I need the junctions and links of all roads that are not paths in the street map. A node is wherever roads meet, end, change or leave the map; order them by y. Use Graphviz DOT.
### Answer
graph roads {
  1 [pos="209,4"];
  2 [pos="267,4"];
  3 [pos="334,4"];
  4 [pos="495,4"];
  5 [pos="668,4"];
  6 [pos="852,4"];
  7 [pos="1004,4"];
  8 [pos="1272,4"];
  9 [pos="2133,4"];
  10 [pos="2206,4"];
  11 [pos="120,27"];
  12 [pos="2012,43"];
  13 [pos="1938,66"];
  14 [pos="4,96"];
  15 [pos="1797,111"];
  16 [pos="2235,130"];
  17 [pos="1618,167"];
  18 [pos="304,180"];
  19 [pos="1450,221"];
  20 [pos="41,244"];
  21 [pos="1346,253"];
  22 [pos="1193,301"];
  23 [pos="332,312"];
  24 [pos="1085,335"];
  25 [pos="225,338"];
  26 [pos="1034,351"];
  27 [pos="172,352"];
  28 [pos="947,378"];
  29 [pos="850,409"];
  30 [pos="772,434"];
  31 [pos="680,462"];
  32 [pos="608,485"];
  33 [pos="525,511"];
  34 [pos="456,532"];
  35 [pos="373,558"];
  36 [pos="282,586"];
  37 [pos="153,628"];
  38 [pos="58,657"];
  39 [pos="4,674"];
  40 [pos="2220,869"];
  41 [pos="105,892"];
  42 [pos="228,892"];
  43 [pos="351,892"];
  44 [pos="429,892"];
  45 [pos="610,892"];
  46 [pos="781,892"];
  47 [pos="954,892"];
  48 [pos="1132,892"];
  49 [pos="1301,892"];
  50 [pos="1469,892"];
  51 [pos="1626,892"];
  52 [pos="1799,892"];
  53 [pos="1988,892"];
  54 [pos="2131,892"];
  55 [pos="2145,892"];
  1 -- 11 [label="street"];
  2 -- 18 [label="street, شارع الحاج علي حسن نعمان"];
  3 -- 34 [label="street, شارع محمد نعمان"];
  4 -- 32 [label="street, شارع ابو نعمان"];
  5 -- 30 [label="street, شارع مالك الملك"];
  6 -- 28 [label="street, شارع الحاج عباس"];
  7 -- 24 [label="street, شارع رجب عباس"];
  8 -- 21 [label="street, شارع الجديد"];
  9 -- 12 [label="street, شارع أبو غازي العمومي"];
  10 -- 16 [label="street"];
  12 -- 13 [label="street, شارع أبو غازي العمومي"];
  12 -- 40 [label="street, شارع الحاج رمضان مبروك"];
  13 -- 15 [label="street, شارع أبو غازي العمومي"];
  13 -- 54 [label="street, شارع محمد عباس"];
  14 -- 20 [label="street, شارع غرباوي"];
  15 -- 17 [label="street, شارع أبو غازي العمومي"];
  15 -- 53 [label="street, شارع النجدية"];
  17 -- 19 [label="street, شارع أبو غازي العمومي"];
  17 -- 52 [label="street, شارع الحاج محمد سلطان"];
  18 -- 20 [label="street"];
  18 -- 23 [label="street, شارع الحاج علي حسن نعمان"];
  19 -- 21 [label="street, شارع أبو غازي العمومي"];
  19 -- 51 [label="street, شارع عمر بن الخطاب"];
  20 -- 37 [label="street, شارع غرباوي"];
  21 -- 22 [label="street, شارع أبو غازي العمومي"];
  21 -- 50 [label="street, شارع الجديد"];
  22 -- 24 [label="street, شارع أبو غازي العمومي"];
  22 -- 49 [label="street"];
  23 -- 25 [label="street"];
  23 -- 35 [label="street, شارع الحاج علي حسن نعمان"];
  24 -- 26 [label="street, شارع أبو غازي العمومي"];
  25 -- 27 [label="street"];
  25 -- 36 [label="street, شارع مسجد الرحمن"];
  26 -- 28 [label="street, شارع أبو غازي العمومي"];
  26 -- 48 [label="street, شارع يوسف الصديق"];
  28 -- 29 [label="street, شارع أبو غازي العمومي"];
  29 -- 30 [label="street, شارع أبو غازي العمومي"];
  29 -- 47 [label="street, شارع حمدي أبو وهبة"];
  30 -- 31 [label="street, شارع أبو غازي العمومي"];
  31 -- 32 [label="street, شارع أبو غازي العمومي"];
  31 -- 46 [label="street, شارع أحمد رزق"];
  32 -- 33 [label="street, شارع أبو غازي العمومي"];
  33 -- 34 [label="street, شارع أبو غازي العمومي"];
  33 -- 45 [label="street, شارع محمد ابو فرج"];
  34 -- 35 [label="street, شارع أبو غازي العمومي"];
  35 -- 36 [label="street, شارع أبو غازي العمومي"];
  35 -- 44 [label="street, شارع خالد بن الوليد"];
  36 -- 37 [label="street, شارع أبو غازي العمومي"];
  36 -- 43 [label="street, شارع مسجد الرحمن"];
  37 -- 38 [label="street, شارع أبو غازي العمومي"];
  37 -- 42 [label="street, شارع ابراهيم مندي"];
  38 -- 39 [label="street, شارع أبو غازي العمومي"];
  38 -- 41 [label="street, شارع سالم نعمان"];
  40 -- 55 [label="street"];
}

━━━━━━━━━━━━━━━━

* **Exercise directions**
Across all the records above, count the lines that contain "عباس" and reply with only the number.

* **Problem solution**
3